Looking back on the first year of my EA role at Bristol

Presentation to the JISC Transformations Programme

A couple of weeks ago I presented some thoughts on what I’ve learned through doing Enterprise Architecture in my new role at the University of Bristol this last year. The event was the JISC “Doing Enterprise Architecture workshop” and the slides to my presentation can be found here: Slide Presentation on The First Year of EA at Bristol.Nikki presenting at the JISC EA workshop 2012

The common question: How did we get started on EA at the University?

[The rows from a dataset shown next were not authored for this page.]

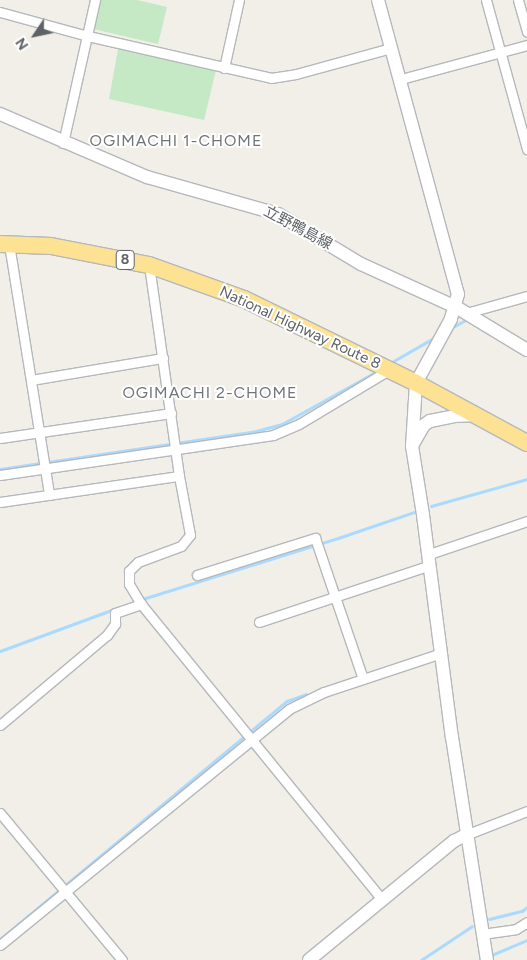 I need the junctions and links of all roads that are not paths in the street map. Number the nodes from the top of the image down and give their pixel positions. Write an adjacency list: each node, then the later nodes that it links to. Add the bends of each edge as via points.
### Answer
1 (95, 0): 8 (street)
2 (239, 0): 12 (street)
3 (378, 0): 10 (street)
4 (486, 0): 11 (street)
5 (518, 0): 7 (street)
6 (0, 12): 8 (street)
7 (527, 32)
8 (88, 36): 12 (street); 16 (street)
9 (527, 45): 11 (street)
10 (391, 48): 12 (street, via 282,77 257,76); 13 (street)
11 (500, 52): 13 (street); 15 (street)
12 (224, 68)
13 (401, 79): 21 (street, via 456,280)
14 (2, 116): 16 (street, 立野鴨島線)
15 (523, 118): 17 (street)
16 (63, 143): 21 (street, 立野鴨島線, via 147,177 278,214 361,264)
17 (527, 149)
18 (4, 244): 19 (highway, National Highway Route 8 / 8, via 51,246); 25 (street)
19 (149, 265): 23 (street); 24 (highway, National Highway Route 8 / 8, via 244,299)
20 (527, 296): 21 (street)
21 (461, 310): 22 (street, 立野鴨島線); 26 (street)
22 (527, 350)
23 (163, 358): 25 (street); 27 (street)
24 (389, 370): 26 (highway, National Highway Route 8 / 8); 33 (street, via 273,436)
25 (31, 380): 29 (street)
26 (416, 383): 28 (highway, National Highway Route 8 / 8); 32 (street)
27 (171, 413): 29 (street); 33 (street)
28 (476, 415): 31 (highway, National Highway Route 8 / 8); 32 (street, via 430,421 424,425)
29 (39, 432): 30 (street); 34 (street)
30 (0, 438)
31 (527, 443)
32 (412, 446): 40 (street)
33 (176, 450): 34 (street); 36 (street)
34 (45, 468): 35 (street); 37 (street)
35 (0, 475)
36 (179, 476): 37 (street); 43 (street, via 190,535 181,546 138,562 129,571 129,584)
37 (49, 495): 38 (street)
38 (0, 502)
39 (527, 521): 40 (street)
40 (429, 559): 42 (street); 45 (street)
41 (196, 575): 42 (street, via 315,538)
42 (334, 597): 44 (street); 46 (street)
43 (140, 604): 47 (street, via 115,614 115,624 106,635); 48 (street)
44 (259, 622)
45 (441, 653): 46 (street); 51 (street)
46 (363, 679): 48 (street, via 324,692 289,709)
47 (0, 725)
48 (248, 736): 52 (street); 53 (street)
49 (527, 811): 51 (street)
50 (0, 813): 52 (street)
51 (468, 834): 53 (street, via 454,841); 55 (street)
52 (62, 888): 56 (street); 58 (street)
53 (382, 900): 59 (street)
54 (527, 922): 55 (street, via 516,929)
55 (482, 934): 57 (street)
56 (0, 945)
57 (486, 954)
58 (122, 960)
59 (309, 960)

Several people have asked me how we got the Enterprise Architecture post created here at Bristol – how did we convince senior management that it was needed and that they should invest funds towards formal adoption of the EA approach? I suppose the lead up to this happening at the University goes back nearly a decade, when several initiatives started to come together, including formal adoption of the Prince2 methodology for managing projects, formal agreement on a clearly defined business case process route (supported with expertise from a growing team of in-house business analysts) and then the creation of a senior management governance group, to evaluate whether to approve business cases or not. The latter is called the Portfolio Executive, a more recent and certainly vital piece of the governance landscape at Bristol. Given the financial pressures on the HE sector at large and the increased competitive focus of our institution, the appetite for adopting standard approaches – proven elsewhere to help create efficiencies and achieve strategic success – has grown significantly. In the last few years Bristol has undertaken a large programme of work called Support Services Review which has helped the University to evaluate its strengths and weaknesses across support functions including IT Services.  You can read more about this together with details of our experience participating in the JISC EA Foundation Programme in Luke Taylor’s, 2009 blog entries. Part of the review resulted in the creation of a new Enterprise Architect role within IT Services.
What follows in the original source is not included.